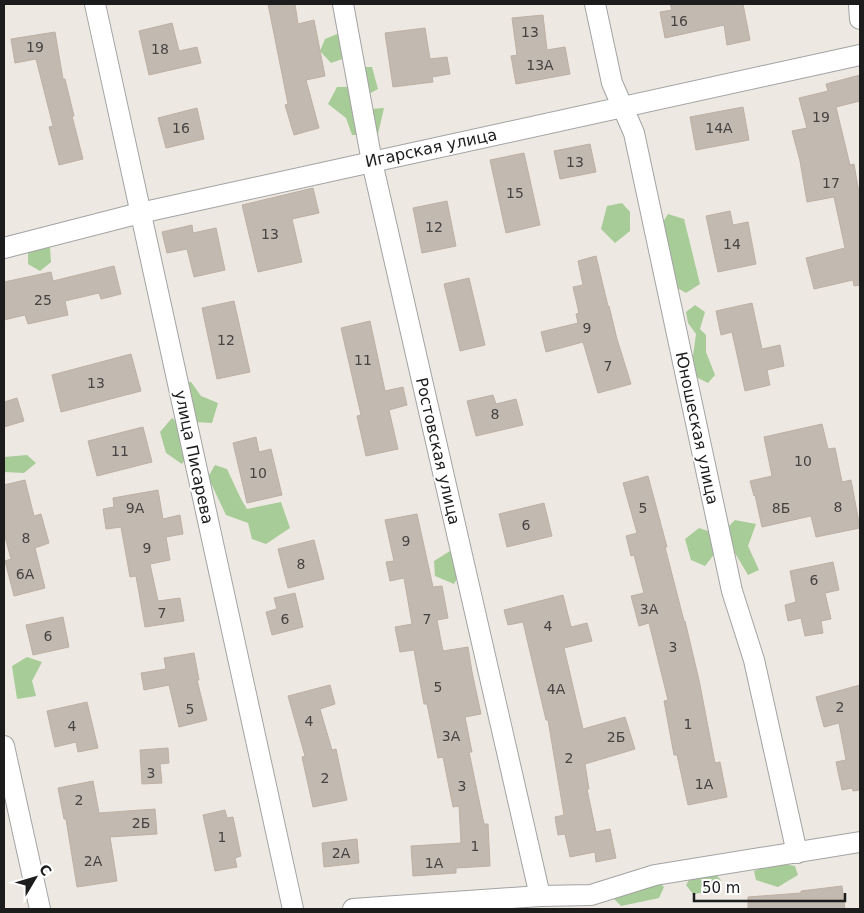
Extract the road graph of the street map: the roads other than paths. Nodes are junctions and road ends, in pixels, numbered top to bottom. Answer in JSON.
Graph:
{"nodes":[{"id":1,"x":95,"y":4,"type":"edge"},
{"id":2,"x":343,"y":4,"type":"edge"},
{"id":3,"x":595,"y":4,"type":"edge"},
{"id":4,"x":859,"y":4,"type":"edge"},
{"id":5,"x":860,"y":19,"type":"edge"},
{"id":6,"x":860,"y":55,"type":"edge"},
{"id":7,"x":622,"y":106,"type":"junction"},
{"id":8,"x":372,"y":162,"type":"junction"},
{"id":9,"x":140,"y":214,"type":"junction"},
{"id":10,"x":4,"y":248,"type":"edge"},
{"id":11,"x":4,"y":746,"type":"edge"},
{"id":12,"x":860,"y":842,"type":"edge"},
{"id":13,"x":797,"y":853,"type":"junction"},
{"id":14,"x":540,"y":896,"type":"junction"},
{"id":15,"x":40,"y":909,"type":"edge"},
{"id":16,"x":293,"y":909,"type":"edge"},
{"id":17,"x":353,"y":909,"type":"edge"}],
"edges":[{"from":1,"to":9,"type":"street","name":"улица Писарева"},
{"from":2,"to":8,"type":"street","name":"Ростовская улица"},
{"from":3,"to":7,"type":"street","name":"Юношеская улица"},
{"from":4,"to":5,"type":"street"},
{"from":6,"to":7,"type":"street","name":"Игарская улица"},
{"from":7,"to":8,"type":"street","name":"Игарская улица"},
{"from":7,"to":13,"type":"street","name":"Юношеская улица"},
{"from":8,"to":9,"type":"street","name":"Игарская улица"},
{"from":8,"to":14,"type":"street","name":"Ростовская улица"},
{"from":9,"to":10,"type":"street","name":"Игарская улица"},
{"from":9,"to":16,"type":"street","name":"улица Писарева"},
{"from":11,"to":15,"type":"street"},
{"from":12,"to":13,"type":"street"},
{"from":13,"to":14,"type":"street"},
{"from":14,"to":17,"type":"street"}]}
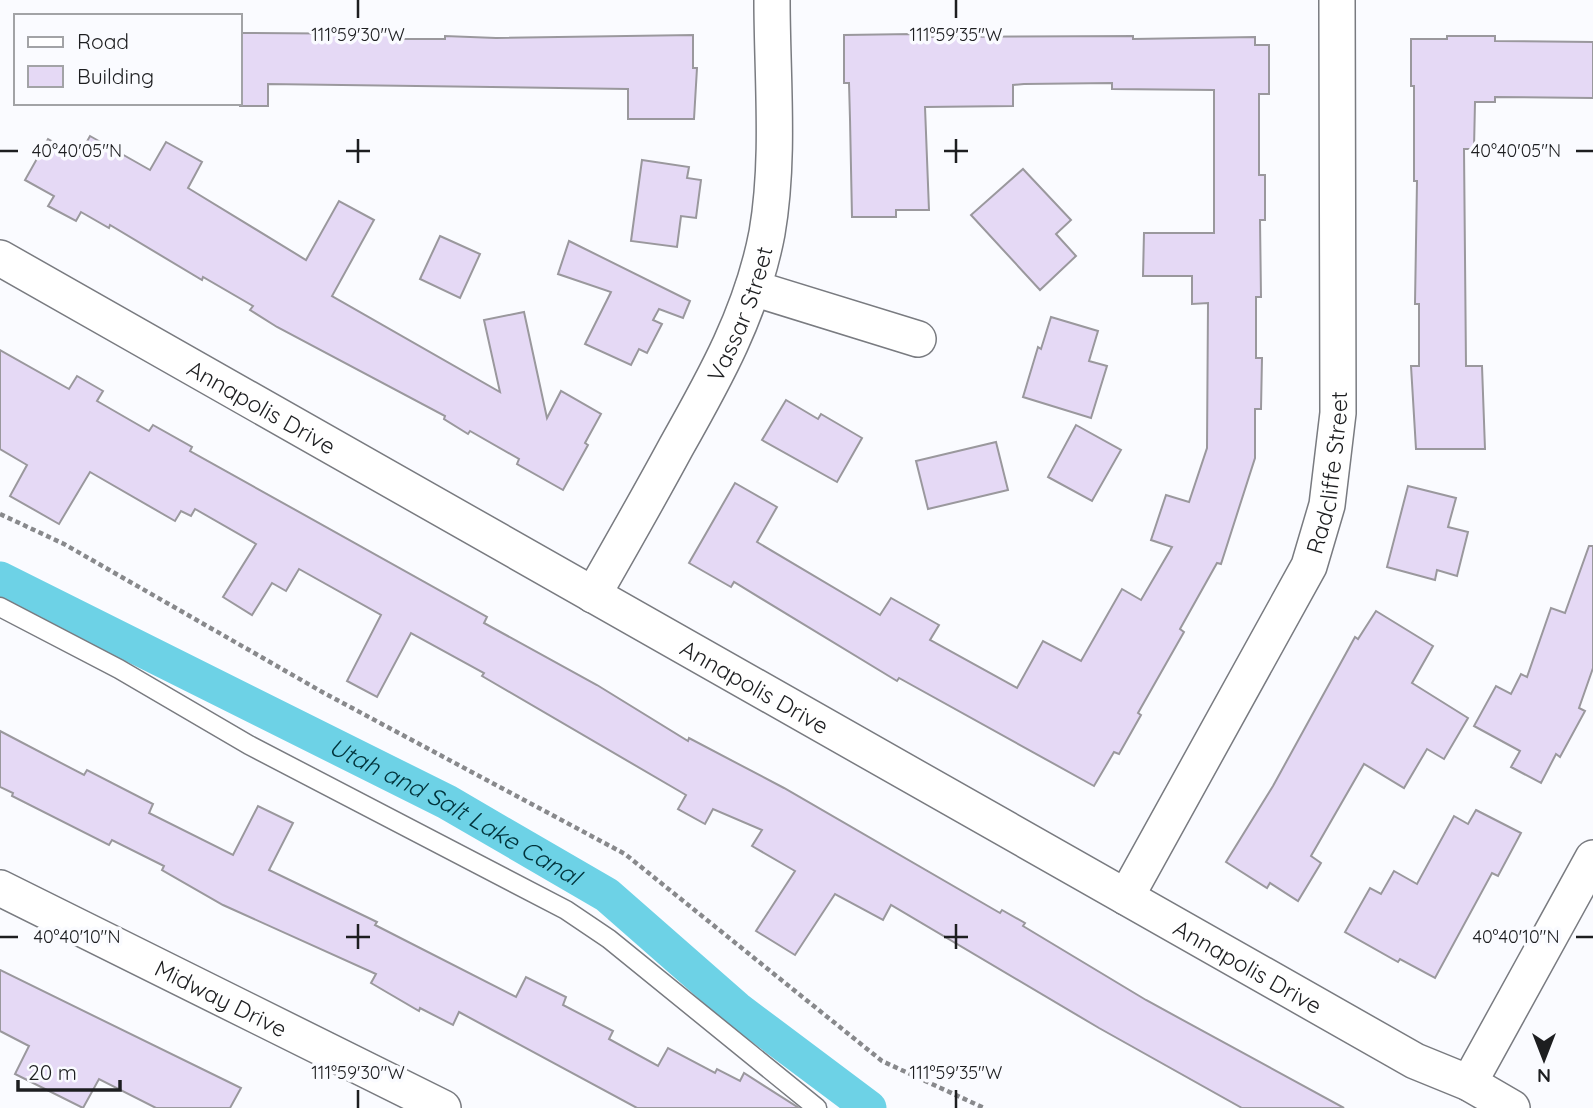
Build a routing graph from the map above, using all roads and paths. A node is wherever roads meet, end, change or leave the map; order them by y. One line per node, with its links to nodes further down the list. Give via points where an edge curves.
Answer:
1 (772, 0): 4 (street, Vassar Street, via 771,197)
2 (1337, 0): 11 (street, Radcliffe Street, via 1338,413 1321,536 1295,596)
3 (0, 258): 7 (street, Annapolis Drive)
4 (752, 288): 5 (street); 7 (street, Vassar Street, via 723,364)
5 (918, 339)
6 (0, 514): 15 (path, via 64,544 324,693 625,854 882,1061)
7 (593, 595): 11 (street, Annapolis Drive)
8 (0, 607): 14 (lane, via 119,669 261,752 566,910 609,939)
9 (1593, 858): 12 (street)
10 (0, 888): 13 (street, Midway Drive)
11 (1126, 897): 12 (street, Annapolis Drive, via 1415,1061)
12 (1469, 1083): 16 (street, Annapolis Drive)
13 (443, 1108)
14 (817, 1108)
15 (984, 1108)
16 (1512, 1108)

==

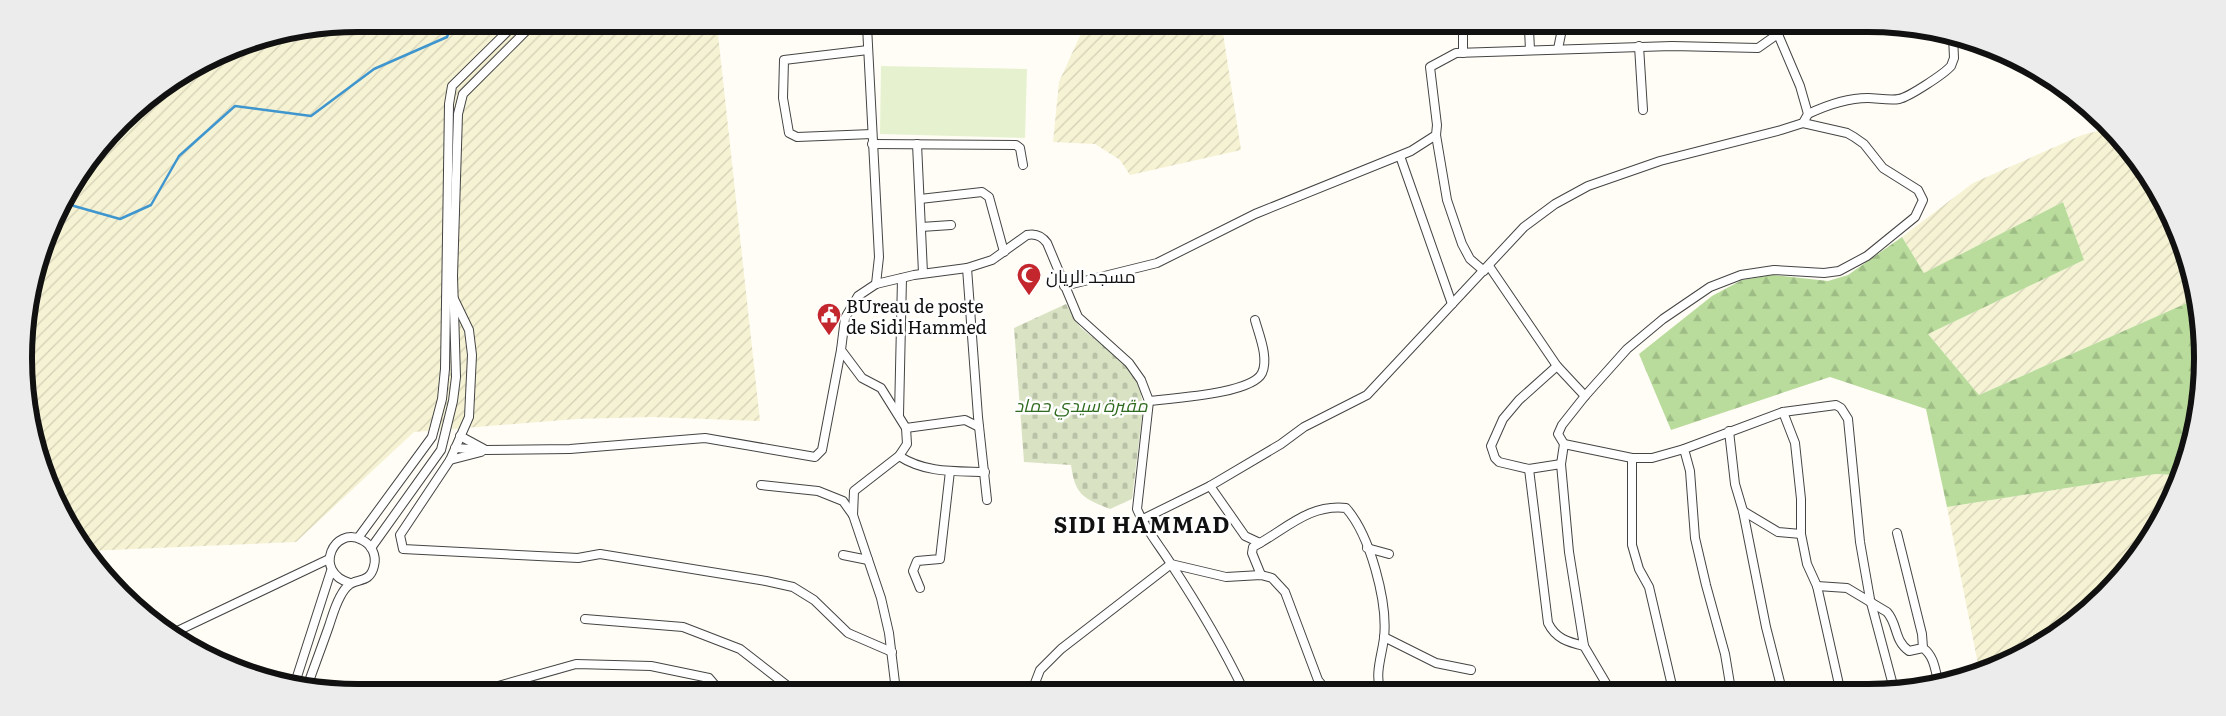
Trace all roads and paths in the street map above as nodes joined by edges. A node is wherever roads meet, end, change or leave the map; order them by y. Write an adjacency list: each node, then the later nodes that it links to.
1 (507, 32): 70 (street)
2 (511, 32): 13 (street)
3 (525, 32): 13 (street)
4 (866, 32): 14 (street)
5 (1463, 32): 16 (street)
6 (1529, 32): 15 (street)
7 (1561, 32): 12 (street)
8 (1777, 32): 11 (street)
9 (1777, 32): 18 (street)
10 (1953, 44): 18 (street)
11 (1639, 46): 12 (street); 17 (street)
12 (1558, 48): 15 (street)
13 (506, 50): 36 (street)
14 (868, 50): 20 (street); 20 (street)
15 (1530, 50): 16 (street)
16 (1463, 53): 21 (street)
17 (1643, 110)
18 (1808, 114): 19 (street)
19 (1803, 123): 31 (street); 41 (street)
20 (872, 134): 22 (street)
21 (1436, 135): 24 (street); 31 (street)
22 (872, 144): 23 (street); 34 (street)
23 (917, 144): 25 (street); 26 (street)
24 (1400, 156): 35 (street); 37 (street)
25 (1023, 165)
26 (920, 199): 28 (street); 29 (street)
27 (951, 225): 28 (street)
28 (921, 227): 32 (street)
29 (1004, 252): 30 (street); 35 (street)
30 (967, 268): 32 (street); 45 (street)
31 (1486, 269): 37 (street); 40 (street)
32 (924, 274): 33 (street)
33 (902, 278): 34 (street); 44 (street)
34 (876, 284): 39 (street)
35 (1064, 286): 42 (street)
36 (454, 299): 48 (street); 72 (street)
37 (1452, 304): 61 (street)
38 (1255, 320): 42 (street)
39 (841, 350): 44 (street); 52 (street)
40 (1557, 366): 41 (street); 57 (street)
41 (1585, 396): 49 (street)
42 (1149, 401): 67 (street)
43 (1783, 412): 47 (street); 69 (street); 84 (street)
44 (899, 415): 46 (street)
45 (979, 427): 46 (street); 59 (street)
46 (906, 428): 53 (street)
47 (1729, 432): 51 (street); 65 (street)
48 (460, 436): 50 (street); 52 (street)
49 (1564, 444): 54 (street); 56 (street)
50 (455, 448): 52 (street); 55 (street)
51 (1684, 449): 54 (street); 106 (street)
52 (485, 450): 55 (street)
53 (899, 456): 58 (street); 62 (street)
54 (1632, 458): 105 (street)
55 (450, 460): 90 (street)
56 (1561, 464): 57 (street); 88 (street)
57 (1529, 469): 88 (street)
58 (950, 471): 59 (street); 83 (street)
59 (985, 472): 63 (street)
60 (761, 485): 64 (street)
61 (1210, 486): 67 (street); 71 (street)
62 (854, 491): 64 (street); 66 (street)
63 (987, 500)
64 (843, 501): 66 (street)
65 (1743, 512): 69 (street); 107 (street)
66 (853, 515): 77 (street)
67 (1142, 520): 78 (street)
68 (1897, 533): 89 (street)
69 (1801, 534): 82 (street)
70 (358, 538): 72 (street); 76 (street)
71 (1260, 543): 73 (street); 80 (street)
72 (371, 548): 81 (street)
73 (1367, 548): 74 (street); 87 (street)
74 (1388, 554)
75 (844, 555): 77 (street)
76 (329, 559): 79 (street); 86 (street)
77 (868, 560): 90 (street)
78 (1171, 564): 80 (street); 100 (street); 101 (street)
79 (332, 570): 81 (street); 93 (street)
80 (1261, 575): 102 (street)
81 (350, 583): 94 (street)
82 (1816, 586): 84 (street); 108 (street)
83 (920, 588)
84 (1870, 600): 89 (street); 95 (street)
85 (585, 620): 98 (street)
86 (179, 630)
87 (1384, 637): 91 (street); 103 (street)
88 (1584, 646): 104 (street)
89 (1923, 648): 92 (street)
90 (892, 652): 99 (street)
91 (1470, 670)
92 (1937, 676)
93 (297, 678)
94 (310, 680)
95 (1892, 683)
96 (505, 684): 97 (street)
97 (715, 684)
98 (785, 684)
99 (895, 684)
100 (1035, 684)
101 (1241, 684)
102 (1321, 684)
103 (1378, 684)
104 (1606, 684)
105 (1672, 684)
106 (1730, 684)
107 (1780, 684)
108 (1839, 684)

» Exercise requirements:
Copy out exactly the lines above beginning with the line that contains "Extract the road" and finishing with the line that contains "Build a routing", including both; leave the pictures out.

» Result for this task:
Extract the road graph of the street map: the roads other than paths. Nodes are junctions and road ends, in pixels, numbered top to bottom. Answer in JSON.
Graph:
{"nodes":[{"id":1,"x":95,"y":4,"type":"edge"},
{"id":2,"x":343,"y":4,"type":"edge"},
{"id":3,"x":595,"y":4,"type":"edge"},
{"id":4,"x":859,"y":4,"type":"edge"},
{"id":5,"x":860,"y":19,"type":"edge"},
{"id":6,"x":860,"y":55,"type":"edge"},
{"id":7,"x":622,"y":106,"type":"junction"},
{"id":8,"x":372,"y":162,"type":"junction"},
{"id":9,"x":140,"y":214,"type":"junction"},
{"id":10,"x":4,"y":248,"type":"edge"},
{"id":11,"x":4,"y":746,"type":"edge"},
{"id":12,"x":860,"y":842,"type":"edge"},
{"id":13,"x":797,"y":853,"type":"junction"},
{"id":14,"x":540,"y":896,"type":"junction"},
{"id":15,"x":40,"y":909,"type":"edge"},
{"id":16,"x":293,"y":909,"type":"edge"},
{"id":17,"x":353,"y":909,"type":"edge"}],
"edges":[{"from":1,"to":9,"type":"street","name":"улица Писарева"},
{"from":2,"to":8,"type":"street","name":"Ростовская улица"},
{"from":3,"to":7,"type":"street","name":"Юношеская улица"},
{"from":4,"to":5,"type":"street"},
{"from":6,"to":7,"type":"street","name":"Игарская улица"},
{"from":7,"to":8,"type":"street","name":"Игарская улица"},
{"from":7,"to":13,"type":"street","name":"Юношеская улица"},
{"from":8,"to":9,"type":"street","name":"Игарская улица"},
{"from":8,"to":14,"type":"street","name":"Ростовская улица"},
{"from":9,"to":10,"type":"street","name":"Игарская улица"},
{"from":9,"to":16,"type":"street","name":"улица Писарева"},
{"from":11,"to":15,"type":"street"},
{"from":12,"to":13,"type":"street"},
{"from":13,"to":14,"type":"street"},
{"from":14,"to":17,"type":"street"}]}
Build a routing graph from the map above, using all roads and paths. A node is wherever roads meet, end, change or leave the map; order them by y. One line per node, with its links to nodes further down the list. Give via points where an edge curves.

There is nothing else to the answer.